• _EXTRACTED INFORMATION_:

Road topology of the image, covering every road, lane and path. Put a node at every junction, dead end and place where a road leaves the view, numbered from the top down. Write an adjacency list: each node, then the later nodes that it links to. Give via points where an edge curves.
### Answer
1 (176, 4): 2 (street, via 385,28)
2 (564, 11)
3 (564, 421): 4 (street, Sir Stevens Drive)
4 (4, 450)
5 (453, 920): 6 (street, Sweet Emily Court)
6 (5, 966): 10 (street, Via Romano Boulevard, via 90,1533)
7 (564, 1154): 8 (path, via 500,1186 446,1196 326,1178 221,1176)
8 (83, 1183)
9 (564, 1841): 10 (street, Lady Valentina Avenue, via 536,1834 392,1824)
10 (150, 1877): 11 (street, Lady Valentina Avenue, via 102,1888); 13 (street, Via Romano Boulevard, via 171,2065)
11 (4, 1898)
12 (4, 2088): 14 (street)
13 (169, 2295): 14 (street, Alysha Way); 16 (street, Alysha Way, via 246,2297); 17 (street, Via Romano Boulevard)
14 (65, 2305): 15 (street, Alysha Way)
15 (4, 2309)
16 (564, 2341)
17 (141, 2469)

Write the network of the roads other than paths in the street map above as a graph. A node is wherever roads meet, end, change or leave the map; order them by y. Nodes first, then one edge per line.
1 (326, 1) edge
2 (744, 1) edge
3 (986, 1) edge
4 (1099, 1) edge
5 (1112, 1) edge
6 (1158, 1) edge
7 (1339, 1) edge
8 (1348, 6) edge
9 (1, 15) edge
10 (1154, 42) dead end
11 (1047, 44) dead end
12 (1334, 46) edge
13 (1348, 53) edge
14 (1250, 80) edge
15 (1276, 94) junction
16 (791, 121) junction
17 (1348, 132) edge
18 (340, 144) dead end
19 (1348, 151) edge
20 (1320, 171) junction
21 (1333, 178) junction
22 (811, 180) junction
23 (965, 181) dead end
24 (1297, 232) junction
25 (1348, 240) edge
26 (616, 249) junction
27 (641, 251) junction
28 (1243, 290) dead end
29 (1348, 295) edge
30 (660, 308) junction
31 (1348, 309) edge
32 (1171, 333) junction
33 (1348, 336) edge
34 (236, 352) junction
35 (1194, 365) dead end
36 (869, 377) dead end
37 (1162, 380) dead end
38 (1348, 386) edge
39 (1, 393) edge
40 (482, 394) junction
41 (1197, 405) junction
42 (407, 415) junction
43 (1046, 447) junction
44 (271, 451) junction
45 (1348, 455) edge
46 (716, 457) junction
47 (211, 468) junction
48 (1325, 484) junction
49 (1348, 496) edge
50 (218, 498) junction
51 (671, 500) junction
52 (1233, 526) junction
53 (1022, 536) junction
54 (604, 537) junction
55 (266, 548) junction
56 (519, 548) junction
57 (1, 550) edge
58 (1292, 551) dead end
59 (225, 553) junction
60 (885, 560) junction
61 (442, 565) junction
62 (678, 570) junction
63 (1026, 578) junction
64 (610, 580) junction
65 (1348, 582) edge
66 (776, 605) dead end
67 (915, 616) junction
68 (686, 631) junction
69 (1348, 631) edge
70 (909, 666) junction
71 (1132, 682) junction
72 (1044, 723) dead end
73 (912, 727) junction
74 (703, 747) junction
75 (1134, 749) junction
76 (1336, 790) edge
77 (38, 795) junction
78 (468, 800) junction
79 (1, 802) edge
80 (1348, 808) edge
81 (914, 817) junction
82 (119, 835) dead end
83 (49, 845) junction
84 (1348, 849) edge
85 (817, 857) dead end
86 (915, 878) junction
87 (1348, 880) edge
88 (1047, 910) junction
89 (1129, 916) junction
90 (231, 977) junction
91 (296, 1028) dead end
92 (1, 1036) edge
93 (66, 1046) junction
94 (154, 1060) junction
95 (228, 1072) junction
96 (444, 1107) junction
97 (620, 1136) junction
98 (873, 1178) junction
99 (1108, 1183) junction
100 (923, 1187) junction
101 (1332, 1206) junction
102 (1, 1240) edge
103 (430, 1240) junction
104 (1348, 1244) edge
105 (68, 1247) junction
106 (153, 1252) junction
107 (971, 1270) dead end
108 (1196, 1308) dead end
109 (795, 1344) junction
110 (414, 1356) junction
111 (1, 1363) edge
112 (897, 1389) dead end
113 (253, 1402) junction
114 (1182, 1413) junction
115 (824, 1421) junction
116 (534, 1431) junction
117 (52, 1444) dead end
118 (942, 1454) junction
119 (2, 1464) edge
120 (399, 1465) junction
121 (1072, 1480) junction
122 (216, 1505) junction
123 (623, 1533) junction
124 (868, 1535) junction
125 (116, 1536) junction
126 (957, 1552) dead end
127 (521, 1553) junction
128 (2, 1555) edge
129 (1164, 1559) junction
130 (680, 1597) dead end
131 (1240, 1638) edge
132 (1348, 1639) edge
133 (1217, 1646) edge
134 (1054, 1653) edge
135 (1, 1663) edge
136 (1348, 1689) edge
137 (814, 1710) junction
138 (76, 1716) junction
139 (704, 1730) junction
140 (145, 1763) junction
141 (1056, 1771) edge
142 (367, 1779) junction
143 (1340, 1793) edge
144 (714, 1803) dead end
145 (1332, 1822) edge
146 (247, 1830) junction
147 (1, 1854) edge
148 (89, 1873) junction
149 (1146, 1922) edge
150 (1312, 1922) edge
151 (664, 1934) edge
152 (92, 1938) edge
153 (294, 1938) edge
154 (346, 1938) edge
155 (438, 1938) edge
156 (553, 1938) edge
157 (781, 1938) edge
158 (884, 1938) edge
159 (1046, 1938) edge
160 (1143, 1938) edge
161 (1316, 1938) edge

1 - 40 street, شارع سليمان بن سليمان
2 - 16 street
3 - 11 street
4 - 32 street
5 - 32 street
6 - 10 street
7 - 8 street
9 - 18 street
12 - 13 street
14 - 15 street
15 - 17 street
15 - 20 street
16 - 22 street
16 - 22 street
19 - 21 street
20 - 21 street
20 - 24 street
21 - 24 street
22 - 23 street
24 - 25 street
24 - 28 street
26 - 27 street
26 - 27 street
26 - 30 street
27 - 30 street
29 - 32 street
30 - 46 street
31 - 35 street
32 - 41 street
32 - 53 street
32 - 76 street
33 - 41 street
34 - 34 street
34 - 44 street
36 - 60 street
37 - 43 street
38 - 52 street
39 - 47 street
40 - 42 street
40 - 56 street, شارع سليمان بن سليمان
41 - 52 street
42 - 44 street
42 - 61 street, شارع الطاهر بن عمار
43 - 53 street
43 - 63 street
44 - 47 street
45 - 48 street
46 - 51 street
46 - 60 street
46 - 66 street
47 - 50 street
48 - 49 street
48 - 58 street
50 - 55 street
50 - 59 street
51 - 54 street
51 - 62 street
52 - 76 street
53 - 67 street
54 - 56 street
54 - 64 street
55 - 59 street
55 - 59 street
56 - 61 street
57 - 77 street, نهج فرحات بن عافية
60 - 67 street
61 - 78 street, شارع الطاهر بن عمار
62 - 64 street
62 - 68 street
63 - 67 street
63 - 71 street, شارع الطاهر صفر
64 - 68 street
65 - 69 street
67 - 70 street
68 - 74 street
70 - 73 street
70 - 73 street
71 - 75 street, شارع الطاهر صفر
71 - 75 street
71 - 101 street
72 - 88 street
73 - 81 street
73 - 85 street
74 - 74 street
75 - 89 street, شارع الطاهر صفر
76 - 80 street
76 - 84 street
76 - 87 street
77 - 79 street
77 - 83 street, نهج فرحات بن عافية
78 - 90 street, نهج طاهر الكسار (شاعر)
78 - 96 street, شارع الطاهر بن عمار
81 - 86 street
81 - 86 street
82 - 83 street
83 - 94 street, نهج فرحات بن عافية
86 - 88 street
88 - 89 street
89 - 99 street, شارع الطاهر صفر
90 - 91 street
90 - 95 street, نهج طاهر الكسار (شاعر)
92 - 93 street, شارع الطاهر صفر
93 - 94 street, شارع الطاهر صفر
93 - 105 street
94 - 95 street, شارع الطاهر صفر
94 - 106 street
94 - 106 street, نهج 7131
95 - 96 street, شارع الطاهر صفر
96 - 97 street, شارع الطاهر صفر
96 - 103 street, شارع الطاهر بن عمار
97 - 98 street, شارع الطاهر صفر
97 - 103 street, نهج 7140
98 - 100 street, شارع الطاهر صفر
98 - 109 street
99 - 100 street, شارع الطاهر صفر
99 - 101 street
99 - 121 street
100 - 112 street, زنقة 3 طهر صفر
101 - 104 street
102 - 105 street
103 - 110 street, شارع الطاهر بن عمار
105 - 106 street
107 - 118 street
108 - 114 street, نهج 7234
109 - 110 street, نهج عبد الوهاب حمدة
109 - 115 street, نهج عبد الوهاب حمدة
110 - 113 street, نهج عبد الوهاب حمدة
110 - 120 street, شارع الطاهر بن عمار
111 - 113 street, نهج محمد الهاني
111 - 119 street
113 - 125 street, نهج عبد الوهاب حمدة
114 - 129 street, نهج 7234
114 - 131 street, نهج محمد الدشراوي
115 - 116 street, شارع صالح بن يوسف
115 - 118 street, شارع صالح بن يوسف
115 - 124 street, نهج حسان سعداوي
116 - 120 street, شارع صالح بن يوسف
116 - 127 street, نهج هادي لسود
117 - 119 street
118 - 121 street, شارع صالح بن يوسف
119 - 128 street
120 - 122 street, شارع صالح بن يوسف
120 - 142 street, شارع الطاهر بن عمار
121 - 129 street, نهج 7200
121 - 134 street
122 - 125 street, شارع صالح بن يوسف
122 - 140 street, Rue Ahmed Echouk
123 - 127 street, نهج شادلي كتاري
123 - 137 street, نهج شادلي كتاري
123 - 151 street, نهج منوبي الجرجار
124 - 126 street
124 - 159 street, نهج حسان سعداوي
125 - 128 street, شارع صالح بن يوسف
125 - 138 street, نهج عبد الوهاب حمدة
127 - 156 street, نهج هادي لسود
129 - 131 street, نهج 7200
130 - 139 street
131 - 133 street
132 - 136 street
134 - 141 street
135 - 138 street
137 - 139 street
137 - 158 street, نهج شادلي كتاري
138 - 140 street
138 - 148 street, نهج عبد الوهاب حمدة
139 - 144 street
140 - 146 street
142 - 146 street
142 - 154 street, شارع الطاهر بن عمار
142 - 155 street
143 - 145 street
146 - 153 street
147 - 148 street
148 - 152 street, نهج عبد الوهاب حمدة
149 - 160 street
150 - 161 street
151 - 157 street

• _BRIEF_:
Among the lines of the data, which ones contain the word "then"? Show them.

• _ANSWER SECTION_:
Road topology of the image, covering every road, lane and path. Put a node at every junction, dead end and place where a road leaves the view, numbered from the top down. Write an adjacency list: each node, then the later nodes that it links to. Give via points where an edge curves.
Write the network of the roads other than paths in the street map above as a graph. A node is wherever roads meet, end, change or leave the map; order them by y. Nodes first, then one edge per line.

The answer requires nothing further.